### TASK TO CARRY OUT
Read the data below line by line and state how many lines hold "Cristina". Nothing else belongs in the answer.

### RECORDS TO USE
%%

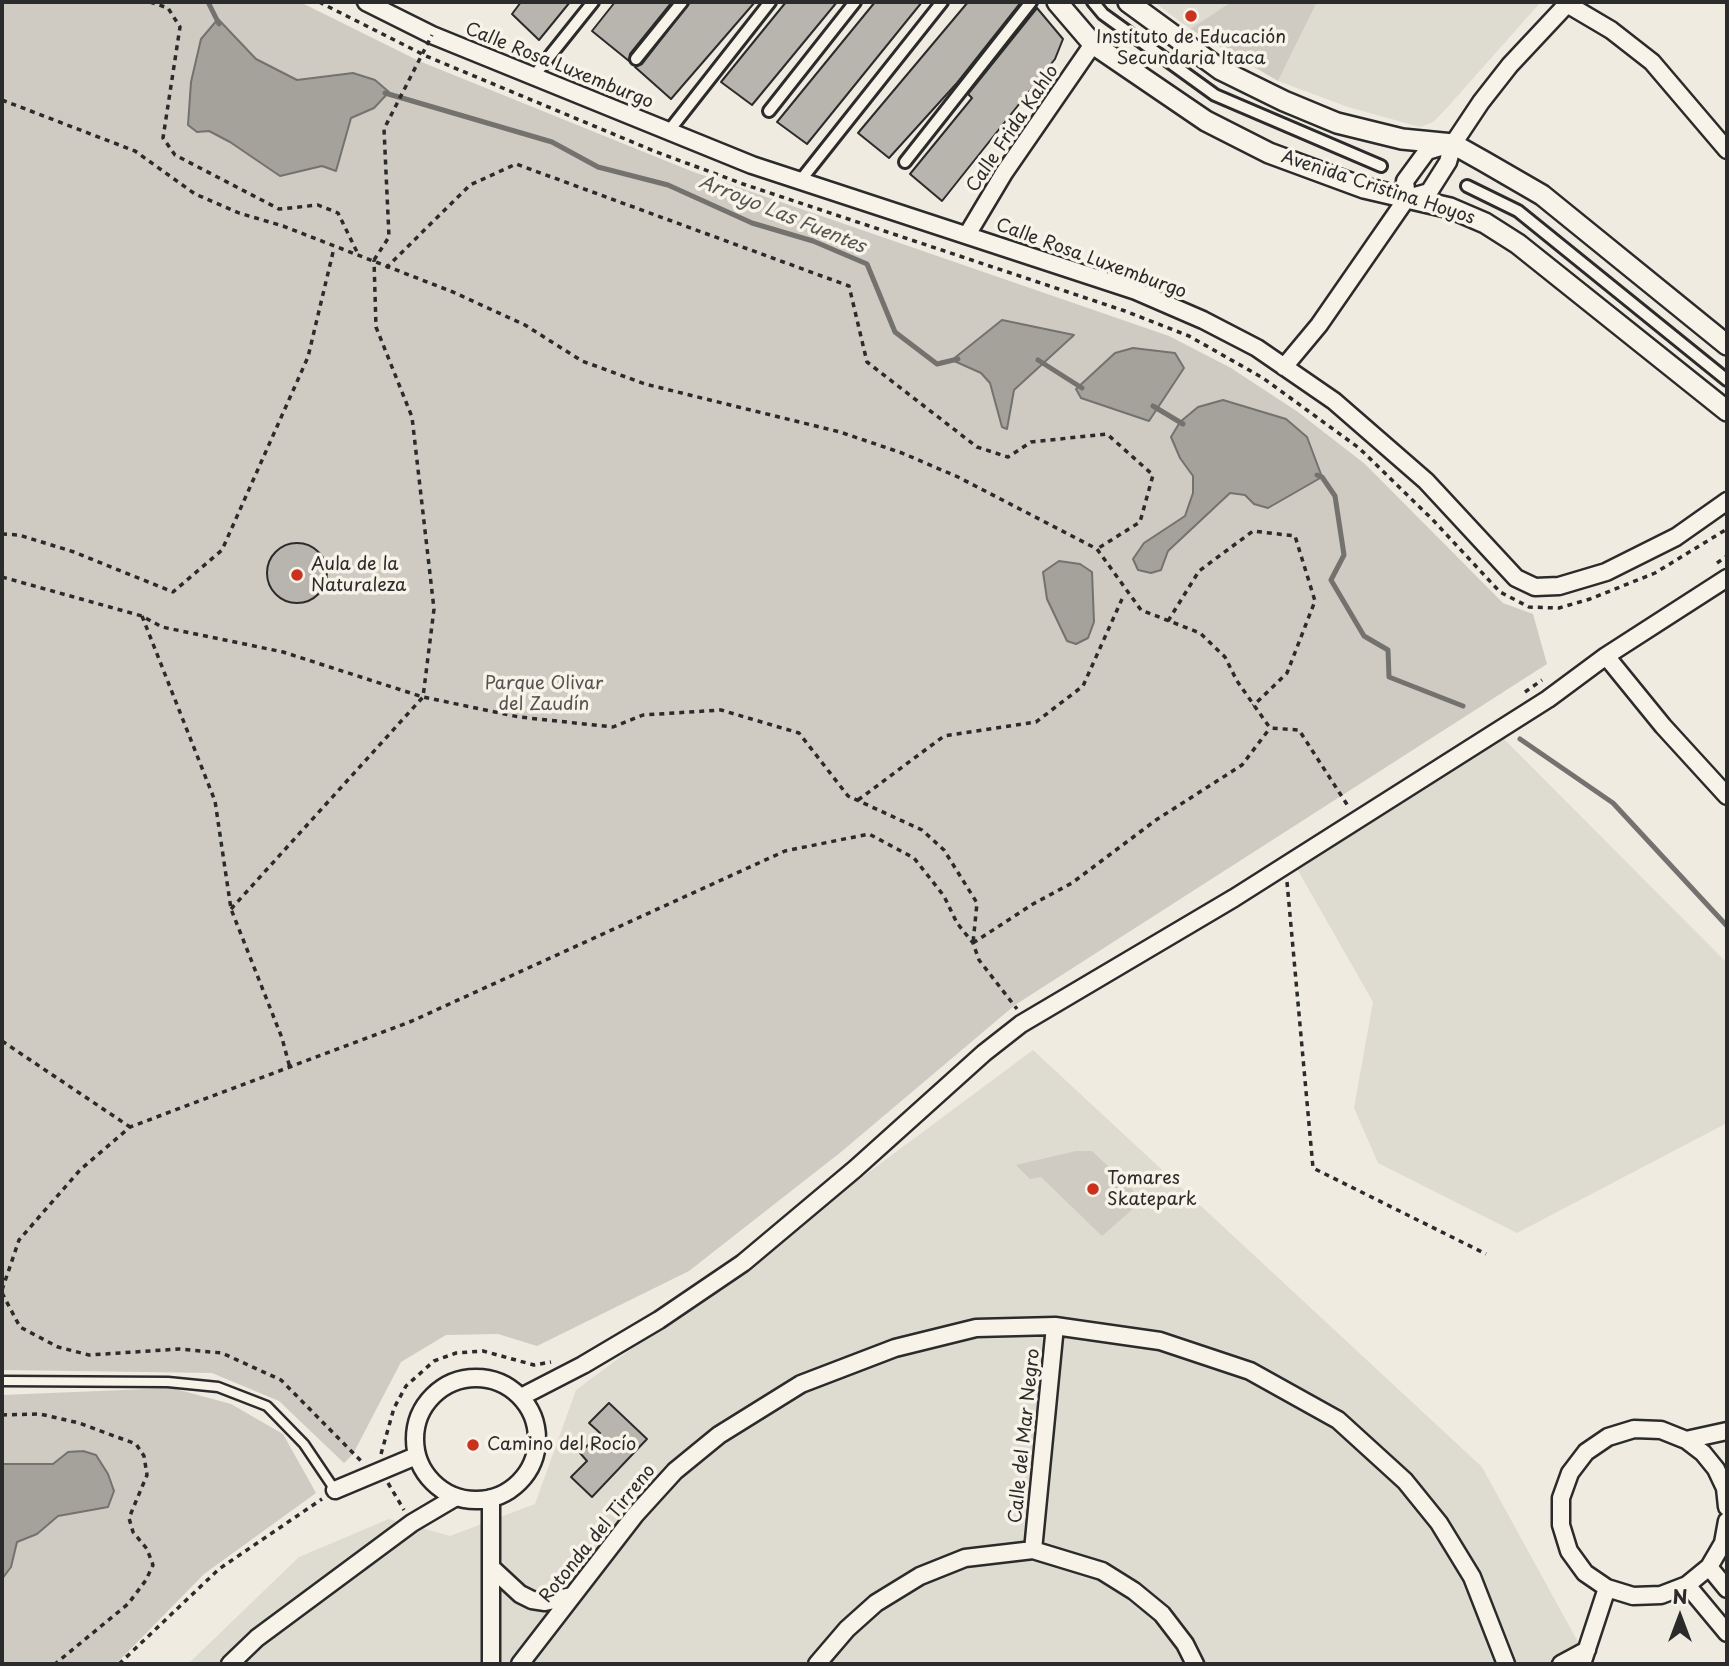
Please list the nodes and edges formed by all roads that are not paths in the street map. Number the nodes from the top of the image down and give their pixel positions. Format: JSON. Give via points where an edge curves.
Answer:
{"nodes":[{"id":1,"x":366,"y":2,"type":"edge"},
{"id":2,"x":593,"y":2,"type":"edge"},
{"id":3,"x":682,"y":2,"type":"edge"},
{"id":4,"x":770,"y":2,"type":"edge"},
{"id":5,"x":855,"y":2,"type":"edge"},
{"id":6,"x":942,"y":2,"type":"edge"},
{"id":7,"x":1031,"y":2,"type":"edge"},
{"id":8,"x":1057,"y":2,"type":"edge"},
{"id":9,"x":1093,"y":2,"type":"edge"},
{"id":10,"x":1128,"y":2,"type":"edge"},
{"id":11,"x":1568,"y":3,"type":"edge"},
{"id":12,"x":1093,"y":44,"type":"junction"},
{"id":13,"x":636,"y":59,"type":"dead end"},
{"id":14,"x":533,"y":77,"type":"junction"},
{"id":15,"x":769,"y":111,"type":"dead end"},
{"id":16,"x":668,"y":132,"type":"junction"},
{"id":17,"x":1453,"y":144,"type":"junction"},
{"id":18,"x":1727,"y":150,"type":"edge"},
{"id":19,"x":905,"y":162,"type":"dead end"},
{"id":20,"x":1381,"y":166,"type":"dead end"},
{"id":21,"x":800,"y":181,"type":"junction"},
{"id":22,"x":1467,"y":186,"type":"dead end"},
{"id":23,"x":1407,"y":198,"type":"junction"},
{"id":24,"x":967,"y":235,"type":"junction"},
{"id":25,"x":1727,"y":345,"type":"edge"},
{"id":26,"x":1284,"y":367,"type":"junction"},
{"id":27,"x":1727,"y":380,"type":"edge"},
{"id":28,"x":1727,"y":411,"type":"edge"},
{"id":29,"x":1727,"y":500,"type":"edge"},
{"id":30,"x":1727,"y":578,"type":"edge"},
{"id":31,"x":1606,"y":656,"type":"junction"},
{"id":32,"x":1727,"y":796,"type":"edge"},
{"id":33,"x":1055,"y":1326,"type":"junction"},
{"id":34,"x":2,"y":1381,"type":"edge"},
{"id":35,"x":521,"y":1397,"type":"junction"},
{"id":36,"x":1727,"y":1431,"type":"edge"},
{"id":37,"x":1686,"y":1440,"type":"junction"},
{"id":38,"x":416,"y":1456,"type":"junction"},
{"id":39,"x":1726,"y":1485,"type":"edge"},
{"id":40,"x":335,"y":1490,"type":"joint"},
{"id":41,"x":456,"y":1497,"type":"junction"},
{"id":42,"x":491,"y":1498,"type":"junction"},
{"id":43,"x":1727,"y":1507,"type":"edge"},
{"id":44,"x":1727,"y":1521,"type":"edge"},
{"id":45,"x":1033,"y":1550,"type":"junction"},
{"id":46,"x":1709,"y":1567,"type":"junction"},
{"id":47,"x":493,"y":1569,"type":"junction"},
{"id":48,"x":1687,"y":1585,"type":"junction"},
{"id":49,"x":1607,"y":1588,"type":"junction"},
{"id":50,"x":1727,"y":1589,"type":"edge"},
{"id":51,"x":571,"y":1596,"type":"junction"},
{"id":52,"x":1727,"y":1633,"type":"edge"},
{"id":53,"x":1584,"y":1657,"type":"edge"},
{"id":54,"x":1509,"y":1663,"type":"edge"},
{"id":55,"x":230,"y":1664,"type":"edge"},
{"id":56,"x":491,"y":1664,"type":"edge"},
{"id":57,"x":520,"y":1664,"type":"edge"},
{"id":58,"x":817,"y":1664,"type":"edge"},
{"id":59,"x":1195,"y":1664,"type":"edge"},
{"id":60,"x":1561,"y":1664,"type":"edge"}],
"edges":[{"from":1,"to":14,"type":"street","name":"Calle Rosa Luxemburgo"},
{"from":2,"to":14,"type":"street"},
{"from":3,"to":13,"type":"street"},
{"from":4,"to":16,"type":"street"},
{"from":5,"to":15,"type":"street"},
{"from":6,"to":21,"type":"street"},
{"from":7,"to":19,"type":"street"},
{"from":8,"to":12,"type":"street","name":"Avenida Cristina Hoyos"},
{"from":9,"to":20,"type":"street","via":[[1102,14],[1215,95]]},
{"from":10,"to":17,"type":"street","via":[[1221,70],[1283,101],[1402,139]]},
{"from":11,"to":17,"type":"street","via":[[1510,65]]},
{"from":11,"to":18,"type":"street","via":[[1652,62]]},
{"from":12,"to":23,"type":"street","name":"Avenida Cristina Hoyos","via":[[1206,121],[1269,153],[1364,188]]},
{"from":12,"to":24,"type":"street","name":"Calle Frida Kahlo"},
{"from":14,"to":16,"type":"street","name":"Calle Rosa Luxemburgo"},
{"from":16,"to":21,"type":"street","name":"Calle Rosa Luxemburgo"},
{"from":17,"to":23,"type":"street","via":[[1448,162],[1429,192]]},
{"from":17,"to":23,"type":"street","via":[[1427,150],[1405,181]]},
{"from":17,"to":25,"type":"street","via":[[1542,195]]},
{"from":21,"to":24,"type":"street","name":"Calle Rosa Luxemburgo"},
{"from":22,"to":27,"type":"street","via":[[1518,211]]},
{"from":23,"to":26,"type":"street","via":[[1319,325]]},
{"from":23,"to":28,"type":"street","name":"Avenida Cristina Hoyos","via":[[1450,208],[1496,230]]},
{"from":24,"to":26,"type":"street","name":"Calle Rosa Luxemburgo","via":[[1136,291],[1203,320]]},
{"from":26,"to":29,"type":"street","name":"Calle Rosa Luxemburgo","via":[[1334,401],[1426,481],[1516,578],[1535,587],[1559,586],[1606,572],[1676,537]]},
{"from":30,"to":31,"type":"street"},
{"from":31,"to":32,"type":"street"},
{"from":31,"to":35,"type":"street","via":[[1548,698],[1286,864],[1021,1024],[743,1263],[659,1320]]},
{"from":33,"to":45,"type":"street","name":"Calle del Mar Negro"},
{"from":33,"to":51,"type":"street","name":"Rotonda del Tirreno","via":[[976,1328],[895,1349],[801,1384],[719,1435],[675,1471]]},
{"from":33,"to":54,"type":"street","name":"Rotonda del Tirreno","via":[[1160,1341],[1212,1358],[1250,1371],[1338,1420],[1405,1481],[1439,1523],[1472,1577]]},
{"from":34,"to":40,"type":"lane","via":[[167,1382],[218,1387],[267,1406],[304,1444]]},
{"from":35,"to":38,"type":"street","via":[[489,1379],[462,1379],[437,1390],[417,1420]]},
{"from":35,"to":42,"type":"street","via":[[536,1429],[532,1464],[508,1491]]},
{"from":36,"to":37,"type":"street"},
{"from":37,"to":39,"type":"street","via":[[1710,1461]]},
{"from":37,"to":49,"type":"street","via":[[1661,1430],[1634,1429],[1597,1444],[1570,1473],[1561,1498],[1561,1525],[1569,1551],[1585,1573]]},
{"from":38,"to":40,"type":"street"},
{"from":38,"to":41,"type":"street","via":[[438,1488]]},
{"from":39,"to":43,"type":"street"},
{"from":41,"to":42,"type":"street"},
{"from":41,"to":55,"type":"street","via":[[412,1523],[257,1638]]},
{"from":42,"to":47,"type":"street"},
{"from":44,"to":46,"type":"street","via":[[1723,1543]]},
{"from":45,"to":58,"type":"street","via":[[965,1558],[920,1576],[876,1603]]},
{"from":45,"to":59,"type":"street","via":[[1102,1571],[1134,1591],[1162,1614]]},
{"from":46,"to":48,"type":"street"},
{"from":46,"to":50,"type":"street"},
{"from":47,"to":51,"type":"street","via":[[532,1600]]},
{"from":47,"to":56,"type":"street"},
{"from":48,"to":49,"type":"street","via":[[1661,1595],[1633,1596]]},
{"from":48,"to":52,"type":"street"},
{"from":49,"to":53,"type":"street"},
{"from":51,"to":57,"type":"street","name":"Rotonda del Tirreno"},
{"from":53,"to":60,"type":"street"}]}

%%

### EXERCISE RESPONSE
3